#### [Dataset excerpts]
==================================================

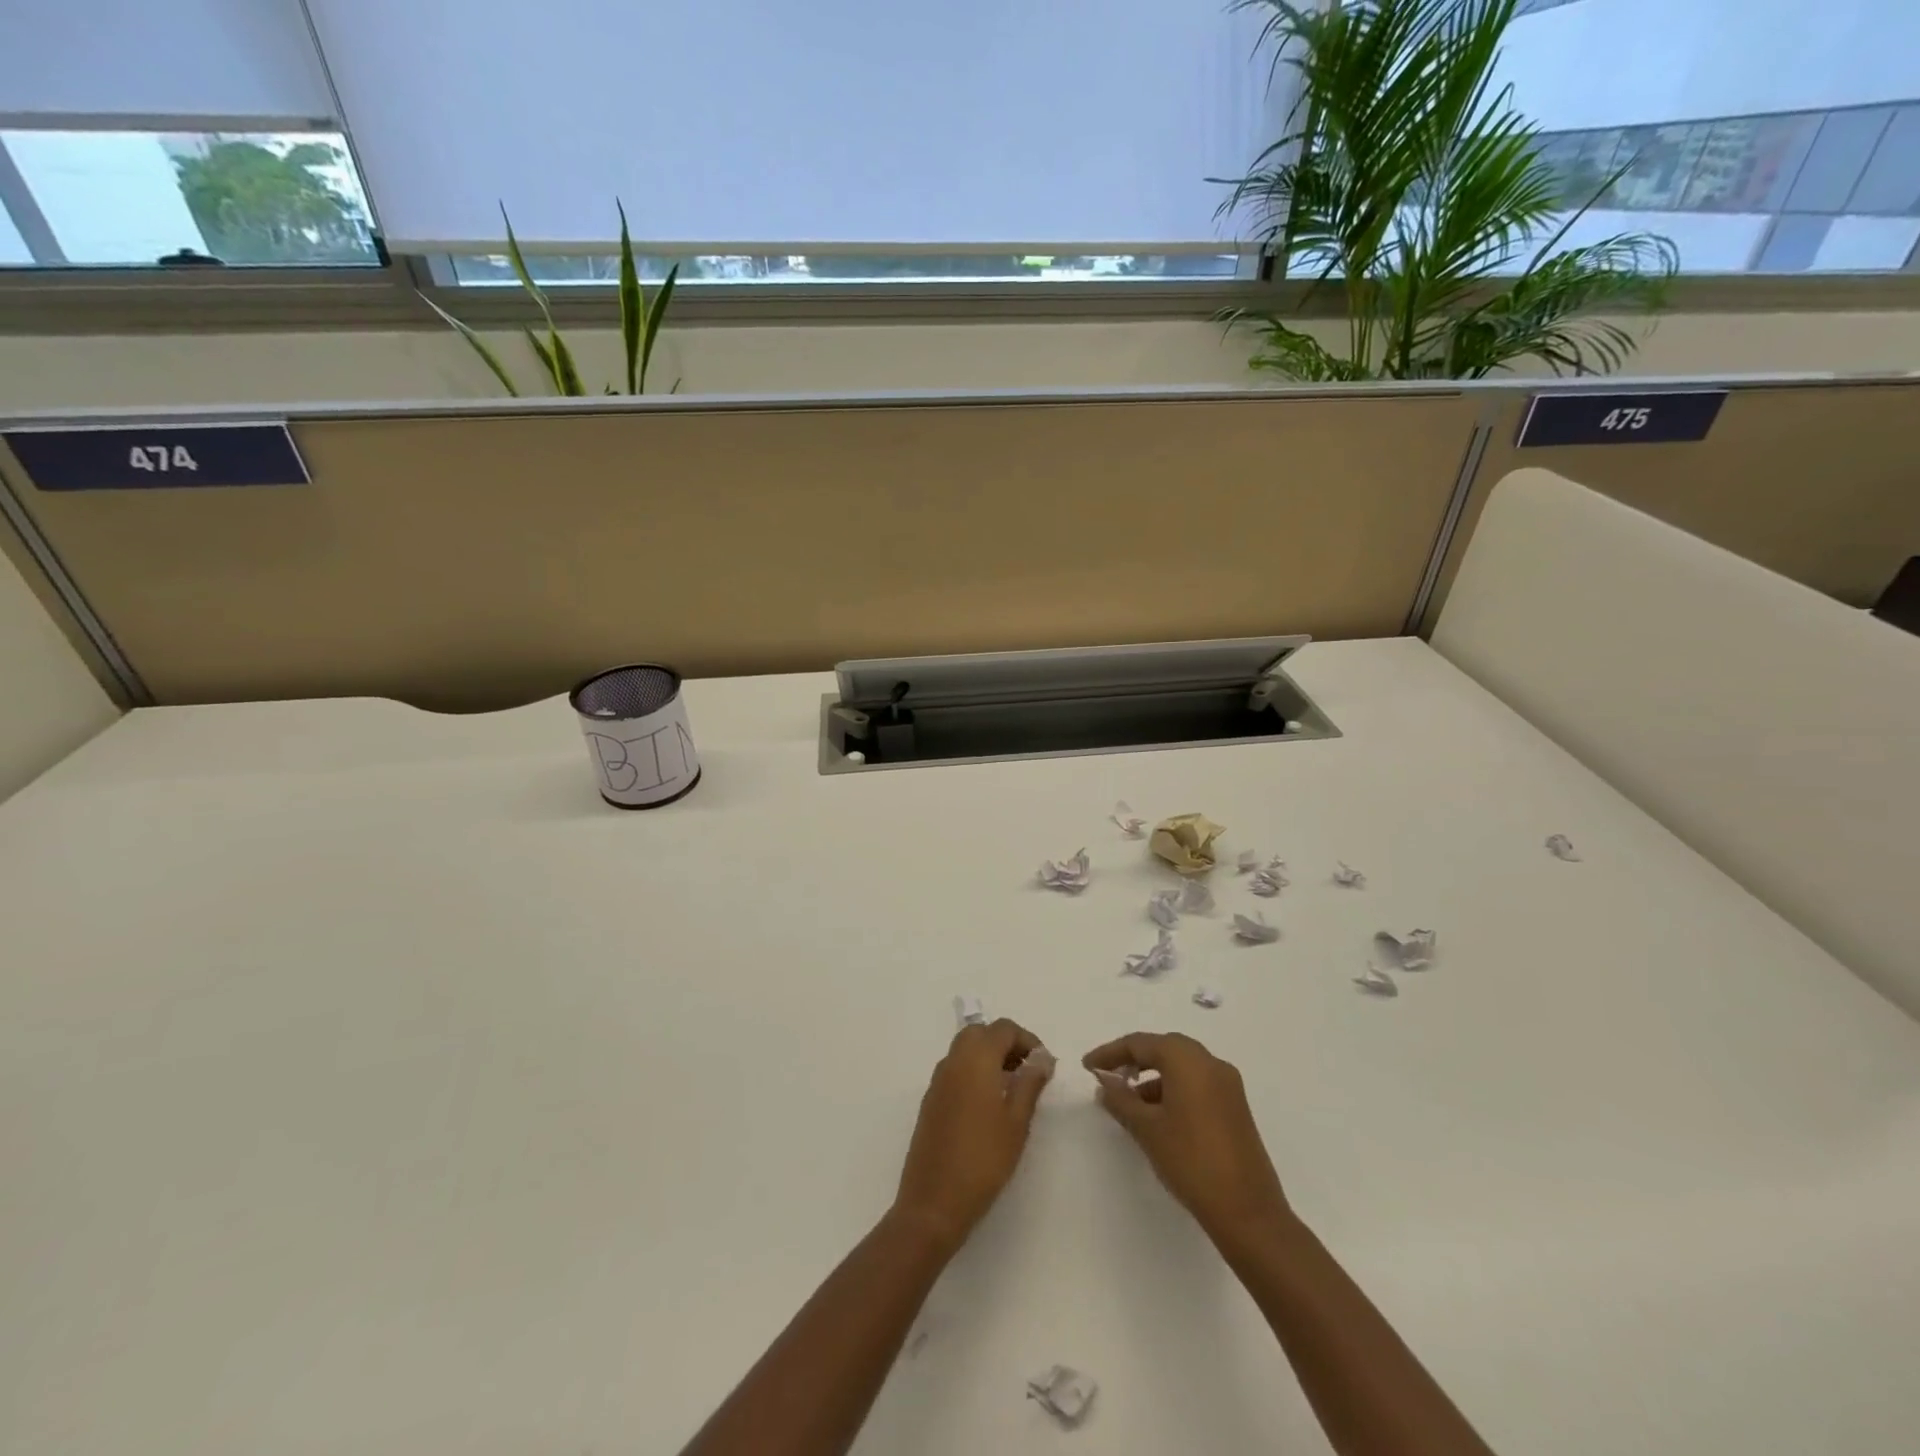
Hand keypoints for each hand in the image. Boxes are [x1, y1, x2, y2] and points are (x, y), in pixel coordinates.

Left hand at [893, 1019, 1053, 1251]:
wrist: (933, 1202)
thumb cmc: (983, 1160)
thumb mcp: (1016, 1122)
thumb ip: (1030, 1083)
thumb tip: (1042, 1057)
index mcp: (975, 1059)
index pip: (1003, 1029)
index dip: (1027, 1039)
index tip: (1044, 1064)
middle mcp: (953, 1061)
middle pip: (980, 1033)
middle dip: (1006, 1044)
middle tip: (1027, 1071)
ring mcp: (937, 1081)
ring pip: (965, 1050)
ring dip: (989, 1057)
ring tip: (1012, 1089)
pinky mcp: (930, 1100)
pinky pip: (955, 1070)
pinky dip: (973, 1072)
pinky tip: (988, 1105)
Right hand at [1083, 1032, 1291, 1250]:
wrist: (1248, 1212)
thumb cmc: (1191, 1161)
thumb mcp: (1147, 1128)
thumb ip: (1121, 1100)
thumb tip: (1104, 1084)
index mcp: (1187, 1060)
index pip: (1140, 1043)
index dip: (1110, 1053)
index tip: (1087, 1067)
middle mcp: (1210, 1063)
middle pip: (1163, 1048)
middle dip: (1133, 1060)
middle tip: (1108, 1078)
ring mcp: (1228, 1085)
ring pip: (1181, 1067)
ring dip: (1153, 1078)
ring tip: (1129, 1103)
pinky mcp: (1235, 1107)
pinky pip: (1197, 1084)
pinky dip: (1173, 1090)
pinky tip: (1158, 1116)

==================================================

#### [Task instructions]
Show each line in the data where the string "hand" appears.

#### [Written solution]
Hand keypoints for each hand in the image. Boxes are [x1, y1, x2, y2] and points are (x, y), in pixel coordinates.
Left hand at [893, 1019, 1053, 1251]:
Right hand at [1083, 1032, 1291, 1250]:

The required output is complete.